第5話 詰んでいる。

 穴掘りする機械ことシロ、仕事を失う。

 

 それはこの世界に来て三日目の事である。ちなみに解雇されたわけではない。

 穴掘りという仕事が終わったのだ。臨時のお仕事なので当然の事。なんなら急を要する備えの仕事、早く終わるにこしたことはない。


 とはいえ、それはあくまで雇用側の理屈で、仕事を求めるシロにとっては仕事を失ってしまったことに変わりはない。


 他の臨時の仕事をとればいい、と思うかもしれないが、大人数を抱えた仕事が一つなくなったのだ。当然、他の仕事募集に人が殺到するわけで、何のコネも繋がりもないシロではまともな稼ぎの仕事などそうは得られない。

 

 異世界もまた、世知辛い世の中である。


『たっっっか!』

『パンの値段が、昨日の倍になっていますね』


 それに街の中で、食料の高騰が止まらない。シロが働き始めた時よりも既に価格は三倍近い。あれほど厳しい肉体労働で得た一日の給料よりも、一日の食事の方が高いのだ。
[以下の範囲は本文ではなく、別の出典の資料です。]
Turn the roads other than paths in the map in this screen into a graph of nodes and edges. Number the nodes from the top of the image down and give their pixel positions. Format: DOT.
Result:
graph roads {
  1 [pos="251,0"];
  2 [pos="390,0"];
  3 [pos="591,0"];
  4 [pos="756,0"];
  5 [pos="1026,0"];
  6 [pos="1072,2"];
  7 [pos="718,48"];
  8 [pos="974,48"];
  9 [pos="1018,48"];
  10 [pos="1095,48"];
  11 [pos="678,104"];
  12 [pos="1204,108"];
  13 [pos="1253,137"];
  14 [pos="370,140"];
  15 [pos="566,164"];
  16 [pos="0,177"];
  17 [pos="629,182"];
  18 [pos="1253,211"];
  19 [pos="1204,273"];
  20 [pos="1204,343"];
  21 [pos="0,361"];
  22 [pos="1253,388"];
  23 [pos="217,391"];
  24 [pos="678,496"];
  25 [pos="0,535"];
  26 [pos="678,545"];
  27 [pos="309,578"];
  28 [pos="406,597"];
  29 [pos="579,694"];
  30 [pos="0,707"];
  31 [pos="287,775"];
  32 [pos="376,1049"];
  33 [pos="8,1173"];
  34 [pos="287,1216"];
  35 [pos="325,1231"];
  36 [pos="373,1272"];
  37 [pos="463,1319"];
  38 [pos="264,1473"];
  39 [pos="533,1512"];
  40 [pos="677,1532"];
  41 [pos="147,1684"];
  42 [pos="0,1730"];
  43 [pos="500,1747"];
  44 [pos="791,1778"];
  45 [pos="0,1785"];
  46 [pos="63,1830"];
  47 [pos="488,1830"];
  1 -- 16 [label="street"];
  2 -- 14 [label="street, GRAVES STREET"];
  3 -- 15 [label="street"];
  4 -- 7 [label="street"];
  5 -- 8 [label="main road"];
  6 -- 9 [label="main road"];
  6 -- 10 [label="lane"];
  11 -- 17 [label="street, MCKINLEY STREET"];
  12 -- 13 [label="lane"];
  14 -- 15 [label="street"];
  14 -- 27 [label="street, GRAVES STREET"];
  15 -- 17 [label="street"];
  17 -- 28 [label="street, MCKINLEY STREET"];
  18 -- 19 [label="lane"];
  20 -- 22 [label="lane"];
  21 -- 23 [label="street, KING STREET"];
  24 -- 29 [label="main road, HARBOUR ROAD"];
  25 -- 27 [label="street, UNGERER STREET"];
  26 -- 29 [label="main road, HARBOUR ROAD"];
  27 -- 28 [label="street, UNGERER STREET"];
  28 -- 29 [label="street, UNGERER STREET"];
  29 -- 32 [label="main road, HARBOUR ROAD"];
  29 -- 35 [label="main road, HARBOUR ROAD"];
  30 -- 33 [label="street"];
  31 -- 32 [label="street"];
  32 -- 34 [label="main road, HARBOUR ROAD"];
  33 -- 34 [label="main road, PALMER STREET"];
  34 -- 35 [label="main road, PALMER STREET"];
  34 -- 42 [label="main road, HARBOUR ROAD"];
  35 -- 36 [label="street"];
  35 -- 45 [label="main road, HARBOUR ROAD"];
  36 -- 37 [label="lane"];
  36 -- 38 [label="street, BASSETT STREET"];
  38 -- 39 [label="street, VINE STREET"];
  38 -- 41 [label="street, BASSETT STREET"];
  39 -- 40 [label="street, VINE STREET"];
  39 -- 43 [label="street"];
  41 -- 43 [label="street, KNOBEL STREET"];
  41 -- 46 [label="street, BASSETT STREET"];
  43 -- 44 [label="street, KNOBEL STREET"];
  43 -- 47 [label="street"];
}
こんな状況では、安い仕事など受けられるわけもない。

 

 幸いにして、豊富な地下水のおかげで水不足の心配はないようだが。状況は日に日に悪くなっていっていた。


 いっそ、このまま――。


「…………」

「無言で背後に立つのやめてもらえます?」

「……スマナイ」


 臨時の仕事斡旋所前で立ち尽くしていたシロの背後に、いつの間にかヴィガルが立っていた。


「俺に何か?」

「……グレア様ガ呼ンデイル」

「へぇ」

「暇ナラ付イテキテホシイ」


 その言葉に、シロは少し悩んだ。

 どうして、と思うかもしれないが、このタイミングだ。何かしらの援助や、仕事の斡旋である可能性は非常に高い。それ自体は喜ばしいことだが、なにぶん街の状況がよろしくない。


 これからの事を考えると、グレアにはいろいろと面倒を見てもらった身でもあり、心苦しくもあった。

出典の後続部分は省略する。